An exact, complete copy of the entries is needed, with the pictures left out.

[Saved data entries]
###
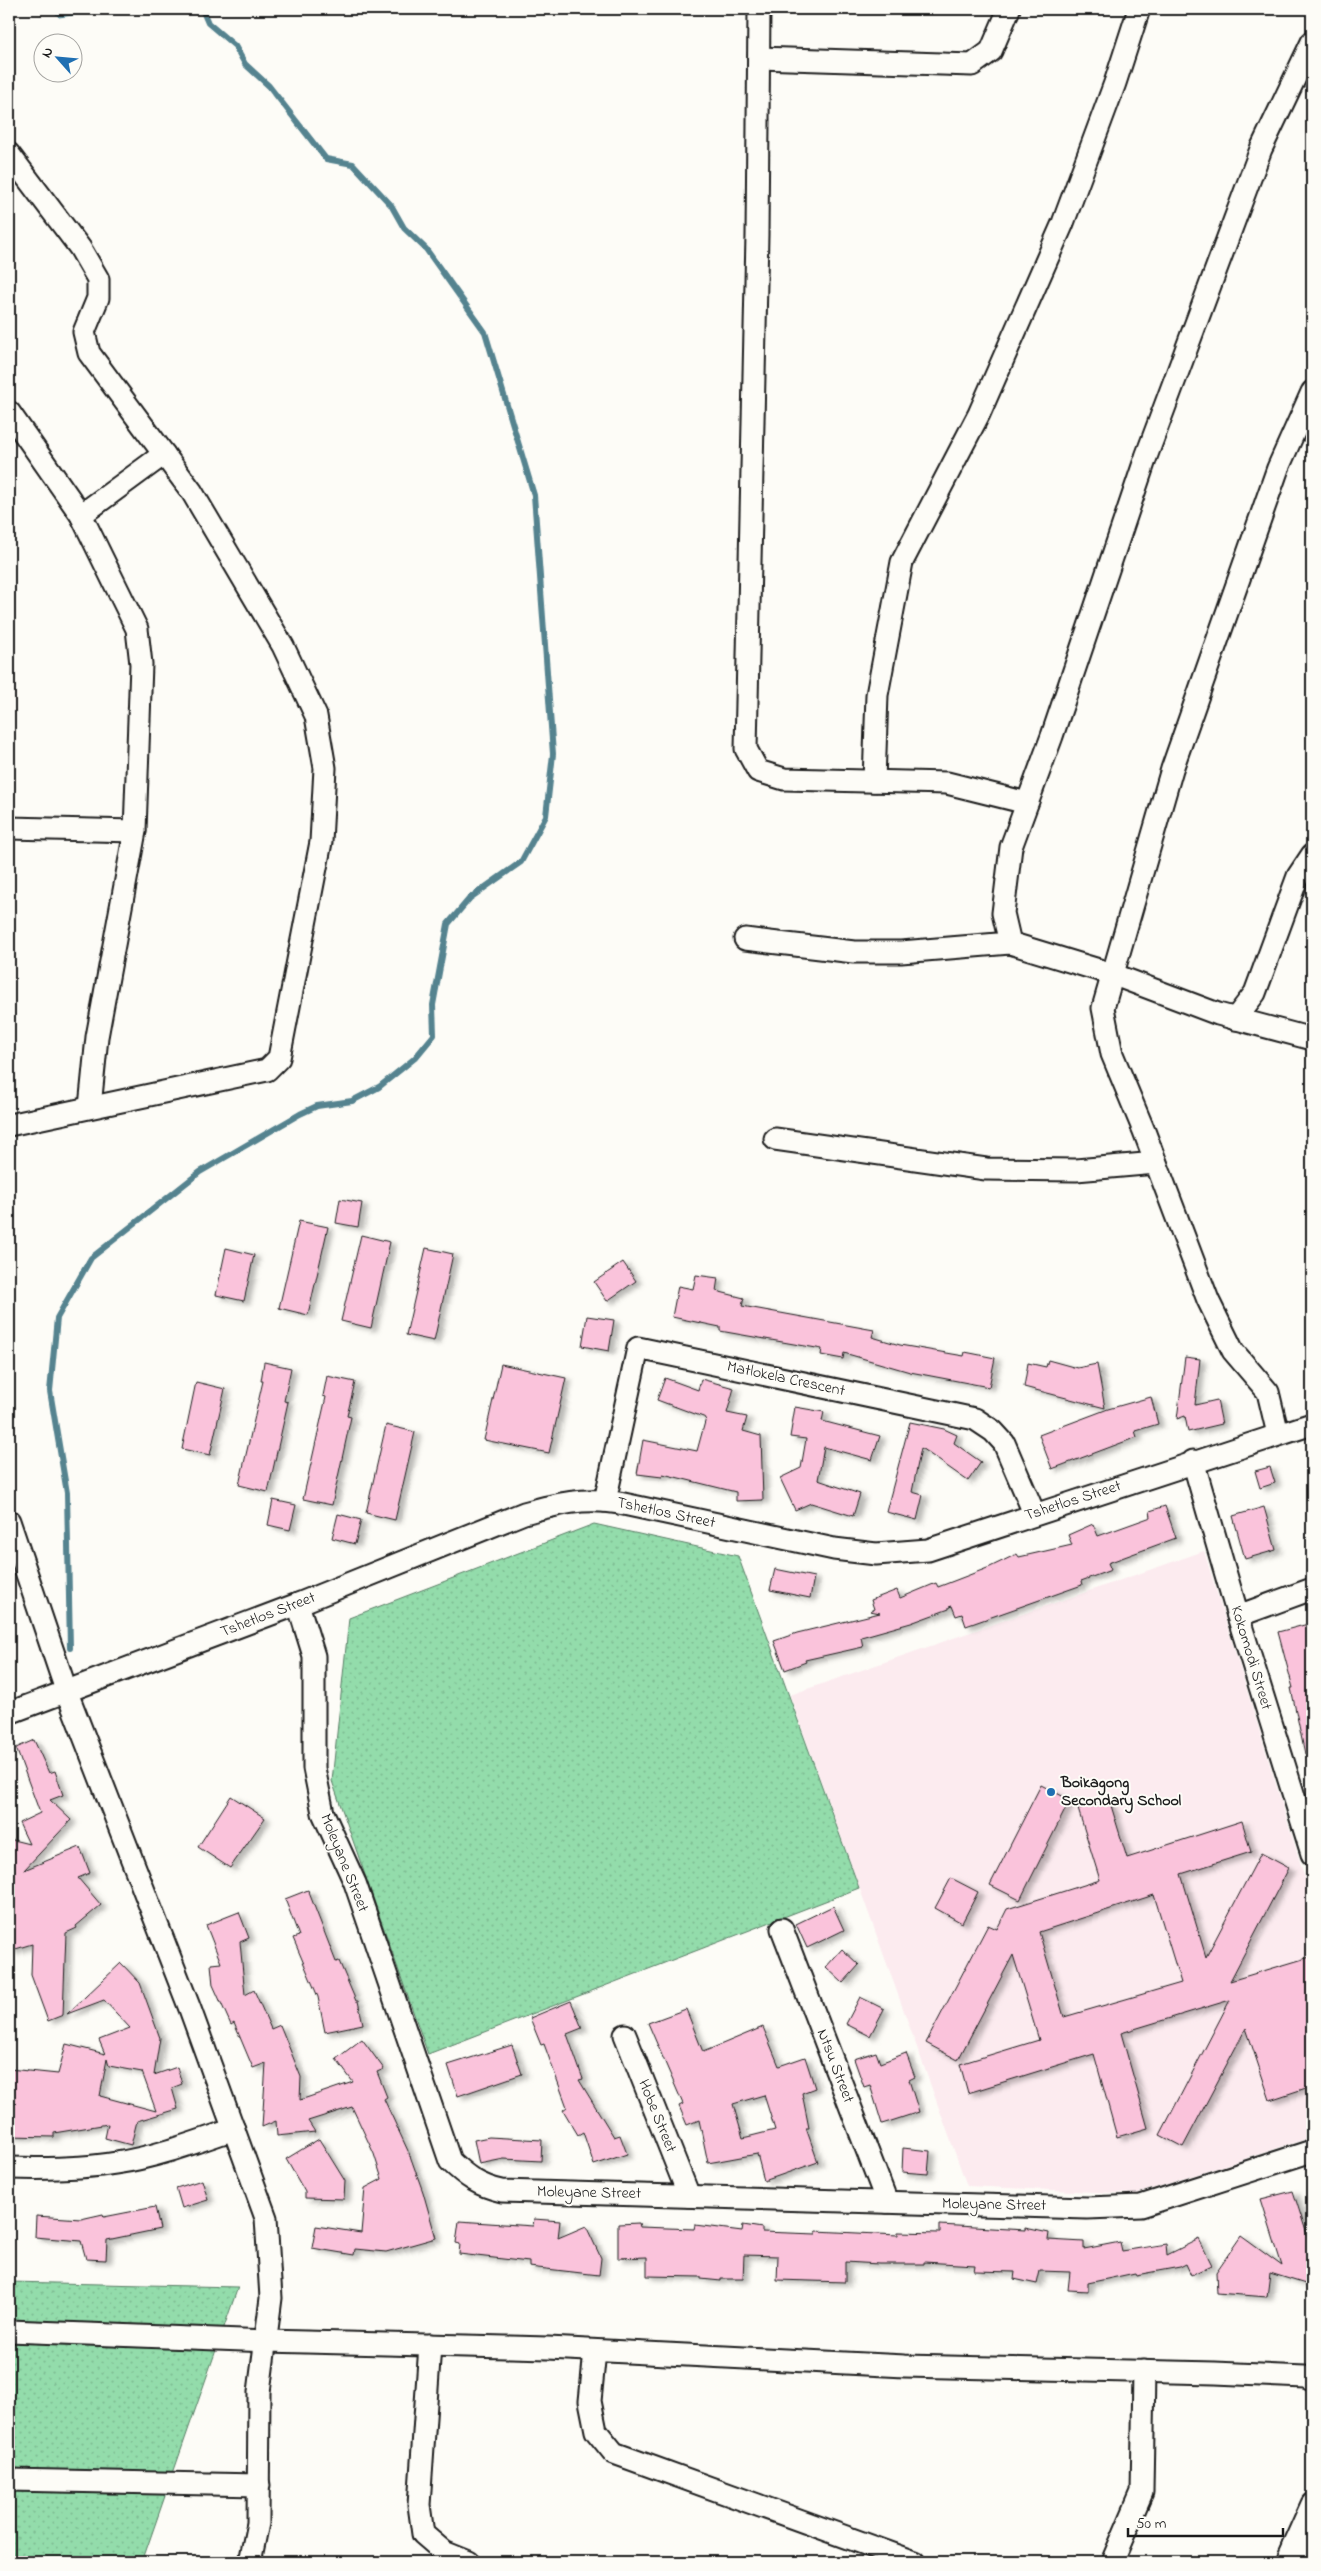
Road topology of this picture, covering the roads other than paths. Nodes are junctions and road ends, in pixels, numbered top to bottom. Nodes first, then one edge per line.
1 (759, 9) edge
2 (1009, 9) edge
3 (1139, 9) edge
4 (1312, 42) edge
5 (758, 58) junction
6 (9, 154) edge
7 (1312, 392) edge
8 (9, 412) edge
9 (164, 454) junction
10 (81, 515) junction
11 (874, 781) junction
12 (1027, 803) junction
13 (9, 828) edge
14 (135, 831) junction
15 (1312, 855) edge
16 (745, 939) dead end
17 (1010, 943) junction
18 (1112, 974) junction
19 (1235, 1019) junction
20 (1312, 1039) edge
21 (90, 1107) junction
22 (9, 1125) edge
23 (775, 1139) dead end
24 (1156, 1164) junction
25 (1312, 1424) edge
26 (1278, 1434) junction
27 (1193, 1461) junction
28 (605, 1501) junction
29 (1034, 1513) junction
30 (9, 1521) edge
31 (1312, 1589) edge
32 (298, 1604) junction
33 (1238, 1616) junction
34 (66, 1690) junction
35 (9, 1714) edge
36 (1312, 1854) edge
37 (782, 1929) dead end
38 (625, 2035) dead end
39 (234, 2129) junction
40 (1312, 2151) edge
41 (9, 2168) edge
42 (689, 2196) junction
43 (887, 2202) junction
44 (9, 2331) edge
45 (266, 2341) junction
46 (430, 2345) junction
47 (595, 2351) junction
48 (1144, 2371) junction
49 (1312, 2380) edge
50 (9, 2480) edge
51 (259, 2484) junction
52 (1312, 2504) edge
53 (1297, 2554) edge
54 (250, 2562) edge
55 (469, 2562) edge
56 (915, 2562) edge
57 (1112, 2562) edge

1 - 5 street
2 - 5 street
3 - 11 street
4 - 12 street
5 - 11 street
6 - 9 street
7 - 18 street
8 - 10 street
9 - 10 street
9 - 21 street
10 - 14 street
11 - 12 street
12 - 17 street
13 - 14 street
14 - 21 street
15 - 19 street
16 - 17 street
17 - 18 street
18 - 19 street
18 - 24 street
19 - 20 street
21 - 22 street
23 - 24 street
24 - 26 street
25 - 26 street, Tshetlos Street
26 - 27 street, Tshetlos Street
27 - 29 street, Tshetlos Street
27 - 33 street, Kokomodi Street
28 - 29 street, Tshetlos Street
28 - 29 street, Matlokela Crescent
28 - 32 street, Tshetlos Street
30 - 34 street
31 - 33 street
32 - 34 street, Tshetlos Street
32 - 42 street, Moleyane Street
33 - 36 street, Kokomodi Street
34 - 35 street, Tshetlos Street
34 - 39 street
37 - 43 street, Ntsu Street
38 - 42 street, Hobe Street
39 - 41 street
39 - 45 street
40 - 43 street, Moleyane Street
42 - 43 street, Moleyane Street
44 - 45 street
45 - 46 street
45 - 51 street
46 - 47 street
46 - 55 street
47 - 48 street
47 - 56 street
48 - 49 street
48 - 57 street
50 - 51 street
51 - 54 street
52 - 53 street

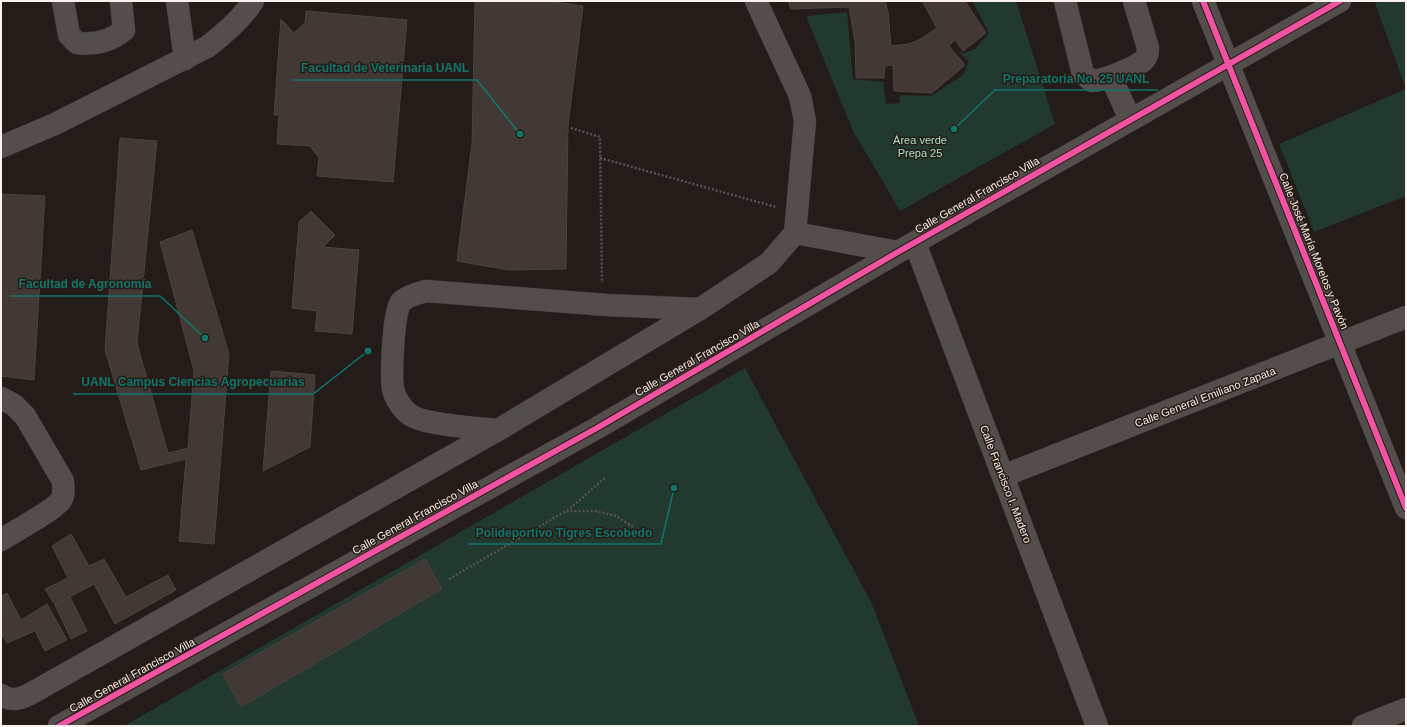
###
Response to the exercise ::
Road topology of this picture, covering the roads other than paths. Nodes are junctions and road ends, in pixels, numbered top to bottom. Nodes first, then one edge per line.
1 (759, 9) edge
2 (1009, 9) edge
3 (1139, 9) edge
4 (1312, 42) edge
5 (758, 58) junction
6 (9, 154) edge
7 (1312, 392) edge
8 (9, 412) edge
9 (164, 454) junction
10 (81, 515) junction
11 (874, 781) junction
12 (1027, 803) junction
13 (9, 828) edge
14 (135, 831) junction
15 (1312, 855) edge
16 (745, 939) dead end
17 (1010, 943) junction
18 (1112, 974) junction
19 (1235, 1019) junction
20 (1312, 1039) edge
21 (90, 1107) junction
22 (9, 1125) edge
23 (775, 1139) dead end
24 (1156, 1164) junction
25 (1312, 1424) edge
26 (1278, 1434) junction
27 (1193, 1461) junction
28 (605, 1501) junction
29 (1034, 1513) junction
30 (9, 1521) edge
31 (1312, 1589) edge
32 (298, 1604) junction
33 (1238, 1616) junction
34 (66, 1690) junction
35 (9, 1714) edge
36 (1312, 1854) edge
37 (782, 1929) dead end
38 (625, 2035) dead end
39 (234, 2129) junction
40 (1312, 2151) edge
41 (9, 2168) edge
42 (689, 2196) junction
43 (887, 2202) junction
44 (9, 2331) edge
45 (266, 2341) junction
46 (430, 2345) junction
47 (595, 2351) junction
48 (1144, 2371) junction
49 (1312, 2380) edge
50 (9, 2480) edge
51 (259, 2484) junction
52 (1312, 2504) edge
53 (1297, 2554) edge
54 (250, 2562) edge
55 (469, 2562) edge
56 (915, 2562) edge
57 (1112, 2562) edge

1 - 5 street
2 - 5 street
3 - 11 street
4 - 12 street
5 - 11 street
6 - 9 street
7 - 18 street
8 - 10 street
9 - 10 street
9 - 21 street
10 - 14 street
11 - 12 street
12 - 17 street
13 - 14 street
14 - 21 street
15 - 19 street
16 - 17 street
17 - 18 street
18 - 19 street
18 - 24 street
19 - 20 street
21 - 22 street
23 - 24 street
24 - 26 street
25 - 26 street, Tshetlos Street
26 - 27 street, Tshetlos Street
27 - 29 street, Tshetlos Street
27 - 33 street, Kokomodi Street
28 - 29 street, Tshetlos Street
28 - 29 street, Matlokela Crescent
28 - 32 street, Tshetlos Street
30 - 34 street
31 - 33 street
32 - 34 street, Tshetlos Street
32 - 42 street, Moleyane Street
33 - 36 street, Kokomodi Street
34 - 35 street, Tshetlos Street
34 - 39 street
37 - 43 street, Ntsu Street
38 - 42 street, Hobe Street
39 - 41 street
39 - 45 street
40 - 43 street, Moleyane Street
42 - 43 street, Moleyane Street
44 - 45 street
45 - 46 street
45 - 51 street
46 - 47 street
46 - 55 street
47 - 48 street
47 - 56 street
48 - 49 street
48 - 57 street
50 - 51 street
51 - 54 street
52 - 53 street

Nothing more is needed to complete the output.